Re: CPF with Modal Analysis

2018-05-20 Thread Jose Luis Marín 
Hi Mariusz,

I think the problem is that you have to provide a *solved* target case,
because the Jacobian should be evaluated *at the solution*.

Even for the base case, it wouldn't hurt to run a powerflow, since you
can't always trust that the input file is a solved case.

-- 
Jose L. Marin
Grupo AIA



2018-05-20 11:58 GMT+02:00 Mariusz Drabecki :

> Dear All,
>
>
>
> I am working on Modal Analysis. I would like to show to my students, that
> in the bifurcation point at least one of the reduced Jacobian eigenvalues
> is zero. This is why I calculate these values once for the base case and
> then for the nose point ( lambda max calculated by the CPF).
>
>
>
> Unfortunately there is no change in the results.

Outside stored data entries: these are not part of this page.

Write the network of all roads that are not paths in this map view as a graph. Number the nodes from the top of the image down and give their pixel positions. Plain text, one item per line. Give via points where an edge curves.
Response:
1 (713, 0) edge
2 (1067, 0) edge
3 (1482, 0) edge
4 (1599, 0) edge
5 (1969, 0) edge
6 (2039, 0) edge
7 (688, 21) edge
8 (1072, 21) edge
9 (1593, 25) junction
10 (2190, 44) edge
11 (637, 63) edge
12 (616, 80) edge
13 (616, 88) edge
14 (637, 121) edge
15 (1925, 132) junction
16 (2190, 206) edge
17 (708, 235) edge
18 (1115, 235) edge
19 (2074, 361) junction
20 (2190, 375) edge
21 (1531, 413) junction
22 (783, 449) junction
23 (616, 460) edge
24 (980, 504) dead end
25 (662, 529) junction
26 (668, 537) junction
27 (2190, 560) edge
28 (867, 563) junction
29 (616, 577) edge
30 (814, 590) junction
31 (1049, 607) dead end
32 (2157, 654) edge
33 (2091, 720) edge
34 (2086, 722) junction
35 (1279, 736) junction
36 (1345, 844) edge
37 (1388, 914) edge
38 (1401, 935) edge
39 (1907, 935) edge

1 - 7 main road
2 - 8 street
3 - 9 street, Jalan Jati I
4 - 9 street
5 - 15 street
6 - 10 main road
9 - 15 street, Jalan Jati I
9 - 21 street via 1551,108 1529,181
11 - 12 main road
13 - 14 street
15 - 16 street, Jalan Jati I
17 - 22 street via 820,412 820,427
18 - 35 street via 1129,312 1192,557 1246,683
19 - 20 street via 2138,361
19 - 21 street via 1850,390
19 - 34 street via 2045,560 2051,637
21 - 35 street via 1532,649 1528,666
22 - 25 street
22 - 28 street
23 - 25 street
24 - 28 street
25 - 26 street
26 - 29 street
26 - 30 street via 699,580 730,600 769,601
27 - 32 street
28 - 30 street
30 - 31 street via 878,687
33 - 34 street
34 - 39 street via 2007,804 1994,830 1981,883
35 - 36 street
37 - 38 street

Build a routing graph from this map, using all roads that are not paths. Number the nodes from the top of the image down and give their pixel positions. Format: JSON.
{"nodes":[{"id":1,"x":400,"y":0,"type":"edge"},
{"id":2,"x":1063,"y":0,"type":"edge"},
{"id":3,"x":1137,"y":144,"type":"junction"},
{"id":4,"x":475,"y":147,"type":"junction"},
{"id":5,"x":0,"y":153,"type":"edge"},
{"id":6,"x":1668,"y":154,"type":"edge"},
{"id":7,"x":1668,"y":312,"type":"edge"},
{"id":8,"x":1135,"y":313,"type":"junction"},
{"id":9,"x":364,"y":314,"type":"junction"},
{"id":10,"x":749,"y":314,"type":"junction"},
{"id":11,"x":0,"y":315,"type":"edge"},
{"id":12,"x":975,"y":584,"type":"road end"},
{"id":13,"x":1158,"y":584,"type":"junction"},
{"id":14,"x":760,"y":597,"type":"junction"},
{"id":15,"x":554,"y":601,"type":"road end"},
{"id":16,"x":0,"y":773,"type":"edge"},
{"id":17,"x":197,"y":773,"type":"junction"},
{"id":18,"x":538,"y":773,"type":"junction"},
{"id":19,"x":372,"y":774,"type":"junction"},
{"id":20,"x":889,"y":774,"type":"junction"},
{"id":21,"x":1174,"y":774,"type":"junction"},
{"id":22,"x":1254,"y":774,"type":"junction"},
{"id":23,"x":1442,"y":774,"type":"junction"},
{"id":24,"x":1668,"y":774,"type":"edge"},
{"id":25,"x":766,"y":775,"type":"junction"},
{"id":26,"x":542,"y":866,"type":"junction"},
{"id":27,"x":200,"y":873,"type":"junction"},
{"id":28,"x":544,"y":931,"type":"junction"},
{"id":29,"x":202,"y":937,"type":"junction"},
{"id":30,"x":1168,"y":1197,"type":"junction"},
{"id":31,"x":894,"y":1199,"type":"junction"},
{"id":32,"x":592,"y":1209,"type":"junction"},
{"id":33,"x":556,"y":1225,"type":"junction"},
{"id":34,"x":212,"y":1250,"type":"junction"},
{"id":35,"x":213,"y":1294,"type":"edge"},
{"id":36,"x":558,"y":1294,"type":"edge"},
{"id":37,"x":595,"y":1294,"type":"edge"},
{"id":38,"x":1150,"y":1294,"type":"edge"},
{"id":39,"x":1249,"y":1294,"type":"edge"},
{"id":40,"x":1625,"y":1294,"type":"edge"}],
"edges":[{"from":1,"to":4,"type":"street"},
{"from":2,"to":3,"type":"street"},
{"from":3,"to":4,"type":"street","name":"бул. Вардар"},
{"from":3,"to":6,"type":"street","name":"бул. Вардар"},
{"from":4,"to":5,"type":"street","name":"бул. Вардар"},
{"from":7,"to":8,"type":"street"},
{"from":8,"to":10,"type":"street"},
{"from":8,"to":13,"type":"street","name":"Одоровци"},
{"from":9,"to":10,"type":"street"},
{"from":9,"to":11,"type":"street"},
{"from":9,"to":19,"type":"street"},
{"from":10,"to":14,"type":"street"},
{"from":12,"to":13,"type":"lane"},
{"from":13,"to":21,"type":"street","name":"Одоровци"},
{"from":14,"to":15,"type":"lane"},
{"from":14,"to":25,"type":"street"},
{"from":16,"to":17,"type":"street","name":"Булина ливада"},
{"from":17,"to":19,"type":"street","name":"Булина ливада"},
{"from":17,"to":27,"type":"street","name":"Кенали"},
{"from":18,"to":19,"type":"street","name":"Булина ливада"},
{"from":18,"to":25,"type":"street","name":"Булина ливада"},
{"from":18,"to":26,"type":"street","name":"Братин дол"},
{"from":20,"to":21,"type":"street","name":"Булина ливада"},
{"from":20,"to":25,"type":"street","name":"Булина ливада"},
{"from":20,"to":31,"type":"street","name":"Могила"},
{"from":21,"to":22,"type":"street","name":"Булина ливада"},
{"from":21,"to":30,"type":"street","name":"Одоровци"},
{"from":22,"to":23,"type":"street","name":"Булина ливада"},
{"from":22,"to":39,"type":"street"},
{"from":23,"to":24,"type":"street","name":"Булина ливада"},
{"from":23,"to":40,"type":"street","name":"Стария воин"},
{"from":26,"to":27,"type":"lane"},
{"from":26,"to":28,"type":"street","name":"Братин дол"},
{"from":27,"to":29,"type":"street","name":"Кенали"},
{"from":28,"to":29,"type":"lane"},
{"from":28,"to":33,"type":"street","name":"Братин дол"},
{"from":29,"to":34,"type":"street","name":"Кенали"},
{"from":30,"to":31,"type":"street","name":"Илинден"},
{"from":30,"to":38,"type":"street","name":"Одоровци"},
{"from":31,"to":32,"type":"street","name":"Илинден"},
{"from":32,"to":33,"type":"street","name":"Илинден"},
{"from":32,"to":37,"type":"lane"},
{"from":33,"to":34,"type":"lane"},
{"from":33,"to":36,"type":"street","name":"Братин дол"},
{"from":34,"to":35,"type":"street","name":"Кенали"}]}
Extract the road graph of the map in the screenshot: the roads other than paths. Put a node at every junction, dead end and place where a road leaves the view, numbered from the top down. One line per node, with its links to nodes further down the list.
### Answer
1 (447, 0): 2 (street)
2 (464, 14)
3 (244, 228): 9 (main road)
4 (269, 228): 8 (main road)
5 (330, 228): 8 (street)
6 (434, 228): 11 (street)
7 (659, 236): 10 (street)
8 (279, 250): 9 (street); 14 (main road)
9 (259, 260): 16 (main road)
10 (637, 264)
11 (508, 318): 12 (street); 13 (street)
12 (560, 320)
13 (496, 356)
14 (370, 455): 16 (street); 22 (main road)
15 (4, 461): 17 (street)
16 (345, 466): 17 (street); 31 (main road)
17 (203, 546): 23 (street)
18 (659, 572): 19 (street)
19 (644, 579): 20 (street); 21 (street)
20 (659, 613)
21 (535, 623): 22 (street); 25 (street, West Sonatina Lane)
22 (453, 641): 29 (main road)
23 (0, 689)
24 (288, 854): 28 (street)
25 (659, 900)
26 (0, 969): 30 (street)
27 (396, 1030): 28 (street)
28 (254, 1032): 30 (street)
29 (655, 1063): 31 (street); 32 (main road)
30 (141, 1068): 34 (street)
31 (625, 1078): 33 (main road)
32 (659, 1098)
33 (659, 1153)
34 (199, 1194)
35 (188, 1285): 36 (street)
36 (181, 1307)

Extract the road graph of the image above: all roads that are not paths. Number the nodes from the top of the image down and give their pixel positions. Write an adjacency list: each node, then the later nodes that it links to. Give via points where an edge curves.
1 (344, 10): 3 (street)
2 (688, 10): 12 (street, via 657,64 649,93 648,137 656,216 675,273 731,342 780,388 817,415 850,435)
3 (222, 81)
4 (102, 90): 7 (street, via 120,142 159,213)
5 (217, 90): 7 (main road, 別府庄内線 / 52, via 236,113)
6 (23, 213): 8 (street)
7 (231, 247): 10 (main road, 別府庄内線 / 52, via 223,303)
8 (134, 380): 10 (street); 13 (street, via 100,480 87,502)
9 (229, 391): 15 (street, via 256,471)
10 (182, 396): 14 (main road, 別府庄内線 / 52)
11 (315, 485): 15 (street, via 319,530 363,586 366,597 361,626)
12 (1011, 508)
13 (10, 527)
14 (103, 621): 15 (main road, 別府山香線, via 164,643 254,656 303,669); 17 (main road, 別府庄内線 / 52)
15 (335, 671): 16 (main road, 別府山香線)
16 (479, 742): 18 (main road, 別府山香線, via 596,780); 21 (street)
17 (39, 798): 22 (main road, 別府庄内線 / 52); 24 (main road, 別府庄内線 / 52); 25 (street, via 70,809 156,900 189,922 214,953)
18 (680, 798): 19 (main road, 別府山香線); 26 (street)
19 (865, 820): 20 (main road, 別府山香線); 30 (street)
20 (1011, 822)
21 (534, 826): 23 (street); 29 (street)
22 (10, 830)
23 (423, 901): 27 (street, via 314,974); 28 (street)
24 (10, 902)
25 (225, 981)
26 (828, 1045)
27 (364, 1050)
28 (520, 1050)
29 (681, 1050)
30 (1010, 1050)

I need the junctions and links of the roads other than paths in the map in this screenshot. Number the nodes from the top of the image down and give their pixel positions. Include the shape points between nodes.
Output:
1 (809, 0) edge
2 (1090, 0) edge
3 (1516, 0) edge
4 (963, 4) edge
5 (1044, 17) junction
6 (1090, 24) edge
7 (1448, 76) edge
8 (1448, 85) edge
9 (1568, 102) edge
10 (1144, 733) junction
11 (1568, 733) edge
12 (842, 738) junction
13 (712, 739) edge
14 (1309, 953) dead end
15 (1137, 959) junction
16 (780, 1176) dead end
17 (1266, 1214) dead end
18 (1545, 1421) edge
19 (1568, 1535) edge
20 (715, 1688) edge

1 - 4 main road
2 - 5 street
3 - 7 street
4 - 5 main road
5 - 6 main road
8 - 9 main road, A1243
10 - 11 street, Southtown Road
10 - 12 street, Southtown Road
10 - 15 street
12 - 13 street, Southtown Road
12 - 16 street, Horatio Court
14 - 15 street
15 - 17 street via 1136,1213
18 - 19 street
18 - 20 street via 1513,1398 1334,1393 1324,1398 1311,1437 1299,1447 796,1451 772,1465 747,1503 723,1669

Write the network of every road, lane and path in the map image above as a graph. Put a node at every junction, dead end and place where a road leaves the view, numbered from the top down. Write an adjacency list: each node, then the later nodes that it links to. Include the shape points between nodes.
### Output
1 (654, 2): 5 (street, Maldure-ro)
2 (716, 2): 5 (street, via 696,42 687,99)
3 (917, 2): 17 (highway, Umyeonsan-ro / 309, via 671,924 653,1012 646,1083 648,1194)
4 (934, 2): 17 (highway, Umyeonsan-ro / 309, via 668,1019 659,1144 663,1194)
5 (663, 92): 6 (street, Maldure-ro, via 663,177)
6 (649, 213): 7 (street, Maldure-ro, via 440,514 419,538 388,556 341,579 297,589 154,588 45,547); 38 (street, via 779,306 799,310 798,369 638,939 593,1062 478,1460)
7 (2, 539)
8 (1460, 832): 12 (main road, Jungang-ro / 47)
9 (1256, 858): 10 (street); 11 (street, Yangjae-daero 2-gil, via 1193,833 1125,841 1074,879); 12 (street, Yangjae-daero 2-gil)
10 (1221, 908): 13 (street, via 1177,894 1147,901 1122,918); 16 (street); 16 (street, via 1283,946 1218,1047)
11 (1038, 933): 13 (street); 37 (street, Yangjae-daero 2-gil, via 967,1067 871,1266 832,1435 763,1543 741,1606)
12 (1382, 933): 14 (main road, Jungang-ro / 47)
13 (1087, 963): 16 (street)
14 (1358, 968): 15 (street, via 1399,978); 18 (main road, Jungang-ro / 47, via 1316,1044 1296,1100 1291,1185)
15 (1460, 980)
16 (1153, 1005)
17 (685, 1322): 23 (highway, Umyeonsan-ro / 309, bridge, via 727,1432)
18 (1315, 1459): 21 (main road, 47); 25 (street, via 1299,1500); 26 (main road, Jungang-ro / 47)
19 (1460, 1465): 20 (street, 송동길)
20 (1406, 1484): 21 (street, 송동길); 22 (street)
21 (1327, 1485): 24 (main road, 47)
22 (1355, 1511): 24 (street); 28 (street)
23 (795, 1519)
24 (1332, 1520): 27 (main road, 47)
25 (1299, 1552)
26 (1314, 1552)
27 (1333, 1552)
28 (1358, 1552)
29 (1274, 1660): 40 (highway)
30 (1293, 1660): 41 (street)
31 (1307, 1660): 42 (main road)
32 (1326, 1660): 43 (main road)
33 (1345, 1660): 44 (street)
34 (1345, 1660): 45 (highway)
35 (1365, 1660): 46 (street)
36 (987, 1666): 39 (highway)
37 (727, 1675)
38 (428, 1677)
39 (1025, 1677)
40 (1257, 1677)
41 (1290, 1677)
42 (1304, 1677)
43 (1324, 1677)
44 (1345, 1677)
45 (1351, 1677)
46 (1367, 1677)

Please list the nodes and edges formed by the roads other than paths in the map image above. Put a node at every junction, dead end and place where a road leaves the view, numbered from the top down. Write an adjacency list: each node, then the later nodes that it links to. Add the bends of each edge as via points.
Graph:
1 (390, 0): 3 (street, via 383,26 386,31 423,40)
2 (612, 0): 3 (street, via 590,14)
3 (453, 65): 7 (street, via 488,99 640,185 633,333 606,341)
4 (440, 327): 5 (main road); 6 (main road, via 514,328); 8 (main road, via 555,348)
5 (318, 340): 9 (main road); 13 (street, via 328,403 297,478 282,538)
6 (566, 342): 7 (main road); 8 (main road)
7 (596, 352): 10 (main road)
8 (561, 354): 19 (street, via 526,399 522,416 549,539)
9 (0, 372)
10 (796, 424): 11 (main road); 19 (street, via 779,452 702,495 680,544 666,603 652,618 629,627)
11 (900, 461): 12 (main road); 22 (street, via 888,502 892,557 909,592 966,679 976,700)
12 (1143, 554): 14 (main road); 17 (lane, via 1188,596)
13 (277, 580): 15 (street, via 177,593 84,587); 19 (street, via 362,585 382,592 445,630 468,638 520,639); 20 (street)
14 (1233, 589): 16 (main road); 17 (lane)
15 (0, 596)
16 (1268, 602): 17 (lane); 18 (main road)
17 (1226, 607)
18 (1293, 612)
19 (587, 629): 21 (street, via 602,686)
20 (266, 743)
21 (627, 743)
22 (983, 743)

Could anyone help?
>
>
>
> The results of the eigenvalues are as follows (for case14)
>
>
>
> Eigb=
>
> [
>
> 65,4207
>
> 39,9533
>
> 21,9939
>
> 18,9118
>
> 16,4492
>
> 11,3421
>
> 2,70658
>
> 5,56886
>
> 7,66373
>
> ]
>
>
>
> And *exactly the same ones* in the nose points.
>
>
>
> I would greatly appreciate any help from you as I got terribly stuck.
>
>
>
> Best,
>
> Mariusz Drabecki
>
>
>
>
>
> Here is my code:
>
>
>
> define_constants
>
> mpc=loadcase(case14);
>
> inc=2.5;
>
>
>
> %% CPF options
>
> mpopt = mpoption('out.all', 0, 'verbose', 2);
>
> mpopt = mpoption(mpopt, 'cpf.stop_at', 'NOSE', 'cpf.step', 0.1);
>
> mpopt = mpoption(mpopt, 'cpf.plot.level', 2);
>
> %% Base case (base solution operating points)
>
> %CPF
>
> mpcb=mpc;
>
> mpct = mpcb; % set up target case with
>
> mpct.gen(:, [PG QG]) = mpcb.gen(:, [PG QG]) * inc; % increased generation
>
> mpct.bus(:, [PD QD]) = mpcb.bus(:, [PD QD]) * inc; % and increased load
>
> cpf1 = runcpf(mpcb, mpct, mpopt);
>
> lambda_max=cpf1.cpf.max_lam;
>
>
>
> %Modal Analysis for Base Case
>
> [jb11,jb12,jb21,jb22,jacb,~,~,~] = makeJac(mpcb);
>
> jb11=full(jb11);
>
> jb12=full(jb12);
>
> jb21=full(jb21);
>
> jb22=full(jb22);
>
> Hb=jb11;
>
> Mb=jb12;
>
> Nb=jb21;
>
> Kb=jb22;
>
> % The reduced Jacobian for the base case (Q-V sensitivities)
>
> jacb_red=Kb-Nb*inv(Hb)*Mb;
>
>
>
> % The eigenvalues of the reduced Jacobian (Q-V sensitivities)
>
> [leftb eigb rightb]=(eig(jacb_red));
>
>
>
> %% Target case (nose point)
>
> mpct.gen(:, [PG QG]) = mpct.gen(:, [PG QG]) * lambda_max; % increased
> generation
>
> mpct.bus(:, [PD QD]) = mpct.bus(:, [PD QD])* lambda_max; % and increased
> load
>
> % The  Jacobian for the target case
>
> [jt11,jt12,jt21,jt22,jact,~,~,~] = makeJac(mpct);
>
> jt11=full(jb11);
>
> jt12=full(jb12);
>
> jt21=full(jb21);
>
> jt22=full(jb22);
>
> njact=size(jact,1);
>
> Ht=jt11;
>
> Mt=jt12;
>
> Nt=jt21;
>
> Kt=jt22;
>
> % The reduced Jacobian for the target case
>
> jact_red=Kt-Nt*inv(Ht)*Mt;
>
> % Eigenvalue decomposition of the reduced Jacobian for the target case
>
> [leftt eigt rightt]=(eig(jact_red));
>
>
>
>
>
>
>
>
>